As is apparent from the above, the invention provides a great improvement to the existing technique, providing a cathode graphite of traditional structure, whose qualities of conductivity electrical and thermal are fully maintained, and whose wear is strongly limited compared to a traditional cathode.
It goes without saying that the invention is not limited to the single form of execution of this cathode, or only to the implementation of the method, described above as examples, it embraces all the contrary variants. It is thus in particular that it would be possible to subject a block graphite several successive treatments, possibly from many 3o different carbon products or to carry out a treatment only on one surface of the block, for example corresponding to the ends of the cathode, without thereby departing from the scope of the invention.

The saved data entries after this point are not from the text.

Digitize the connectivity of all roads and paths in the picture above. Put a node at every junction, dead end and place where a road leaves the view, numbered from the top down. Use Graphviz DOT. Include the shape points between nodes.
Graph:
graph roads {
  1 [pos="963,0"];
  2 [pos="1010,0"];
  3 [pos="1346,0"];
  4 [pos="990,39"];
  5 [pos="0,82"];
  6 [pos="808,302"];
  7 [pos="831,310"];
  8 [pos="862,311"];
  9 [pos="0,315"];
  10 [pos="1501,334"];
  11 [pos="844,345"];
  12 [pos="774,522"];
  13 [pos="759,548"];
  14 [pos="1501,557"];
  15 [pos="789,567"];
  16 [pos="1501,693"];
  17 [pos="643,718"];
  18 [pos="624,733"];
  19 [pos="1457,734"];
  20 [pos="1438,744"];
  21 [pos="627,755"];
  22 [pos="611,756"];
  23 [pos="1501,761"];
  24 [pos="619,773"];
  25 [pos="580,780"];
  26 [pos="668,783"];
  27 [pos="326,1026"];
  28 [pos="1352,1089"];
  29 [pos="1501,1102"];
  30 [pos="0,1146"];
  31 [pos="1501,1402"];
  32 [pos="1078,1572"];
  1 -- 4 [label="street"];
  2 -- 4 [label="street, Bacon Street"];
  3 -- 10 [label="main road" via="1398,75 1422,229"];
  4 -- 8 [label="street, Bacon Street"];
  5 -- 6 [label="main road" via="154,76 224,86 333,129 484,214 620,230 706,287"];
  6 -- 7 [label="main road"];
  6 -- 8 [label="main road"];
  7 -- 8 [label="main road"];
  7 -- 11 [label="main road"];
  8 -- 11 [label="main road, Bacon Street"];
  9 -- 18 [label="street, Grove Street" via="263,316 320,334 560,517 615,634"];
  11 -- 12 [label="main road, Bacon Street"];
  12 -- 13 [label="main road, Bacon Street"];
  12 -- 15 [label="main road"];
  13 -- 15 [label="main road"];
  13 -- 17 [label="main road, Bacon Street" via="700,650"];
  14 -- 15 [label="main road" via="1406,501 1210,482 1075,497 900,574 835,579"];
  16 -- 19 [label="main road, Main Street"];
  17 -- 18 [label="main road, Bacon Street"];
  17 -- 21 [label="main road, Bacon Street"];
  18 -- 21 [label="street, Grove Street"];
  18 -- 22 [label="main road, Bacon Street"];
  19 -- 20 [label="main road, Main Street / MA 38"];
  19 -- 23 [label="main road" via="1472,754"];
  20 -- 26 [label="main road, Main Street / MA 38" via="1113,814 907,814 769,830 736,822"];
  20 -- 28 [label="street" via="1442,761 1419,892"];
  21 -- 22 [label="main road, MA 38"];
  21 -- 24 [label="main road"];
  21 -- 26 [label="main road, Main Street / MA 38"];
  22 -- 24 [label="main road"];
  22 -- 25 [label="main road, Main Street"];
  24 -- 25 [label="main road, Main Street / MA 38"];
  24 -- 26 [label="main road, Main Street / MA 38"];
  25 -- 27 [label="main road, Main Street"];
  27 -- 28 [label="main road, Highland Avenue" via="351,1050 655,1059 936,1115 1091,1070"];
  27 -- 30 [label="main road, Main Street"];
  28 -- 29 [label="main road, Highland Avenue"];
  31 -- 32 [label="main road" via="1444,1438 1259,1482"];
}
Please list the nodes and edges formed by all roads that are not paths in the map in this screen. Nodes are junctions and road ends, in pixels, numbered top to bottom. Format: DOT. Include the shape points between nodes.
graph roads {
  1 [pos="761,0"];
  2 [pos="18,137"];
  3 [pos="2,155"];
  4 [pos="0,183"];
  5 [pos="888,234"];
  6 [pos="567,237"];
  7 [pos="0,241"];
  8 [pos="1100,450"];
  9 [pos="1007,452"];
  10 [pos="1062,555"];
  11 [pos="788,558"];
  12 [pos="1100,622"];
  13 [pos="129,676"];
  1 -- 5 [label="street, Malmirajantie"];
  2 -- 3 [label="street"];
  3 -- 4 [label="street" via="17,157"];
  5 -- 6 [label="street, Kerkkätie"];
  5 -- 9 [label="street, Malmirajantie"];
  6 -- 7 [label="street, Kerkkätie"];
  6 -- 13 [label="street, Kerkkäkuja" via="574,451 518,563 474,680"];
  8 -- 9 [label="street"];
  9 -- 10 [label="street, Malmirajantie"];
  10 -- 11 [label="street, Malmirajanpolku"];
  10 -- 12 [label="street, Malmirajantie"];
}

The creation of the vacuum, pressurization or total immersion is not necessary if wants to perform a soaking treatment or a localized treatment of an area predefined cathode.

Claims (6)

1. Process for producing a cathode impregnated graphite for aluminum electrolysis, including ing the following steps:
a- production of a body comprising carbon, b- graphitization of said body at a temperature greater than 2,400°C to form a porous graphite body, c- impregnation of at least part of the pores of the porous graphite body with an impregnating agent comprising at least one substance selected from the group coal and petroleum pitches, and d- heating of the impregnated body for a time sufficient to cure said impregnating agent, the step of heating comprising heating to a temperature above above 1000°C and below 1600°C. 2. Method according to claim 1, in wherein the impregnating agent is heated to a temperature sufficient to reduce its viscosity below 150 cP, before performing step c-. 3. Method according to claim 1, in wherein step c- comprises heating the agent impregnation at a temperature of the order of 200°C. 4. Method according to claim 1, in which the body is impregnated after step d-, by different impregnating agents. 5. Method according to claim 1, step c-consists in impregnating only part of the graphite body porous. 6. Process for making a cathode graphite according to Claim 1, characterized in that it consists first of all, in a manner known per se, in carrying out a cathode from coke, with or without graphite, and pitch undergoing a heat treatment at more than 2,400°C, at place this cathode in an autoclave after a possible preheating to a temperature corresponding to the temperature at which the impregnation product has the desired viscosity, to create a vacuum in the autoclave, to introduce the impregnation product into the autoclave in liquid form, until total immersion of the cathode, and breaking the vacuum in the autoclave by injecting a gas under pressure to allow, depending on the duration of the treatment, partial or total filling of the porosity of the cathode by the impregnation product, to bring the autoclave at atmospheric pressure, removing the cathode of the autoclave, and finally, after cooling possible, to carry out a heat treatment at a temperature below 1,600°C, but sufficient to carry out the coking of the impregnating product, ensuring the formation of a layer of non-graphite carbon, which protects the graphite binder from erosion.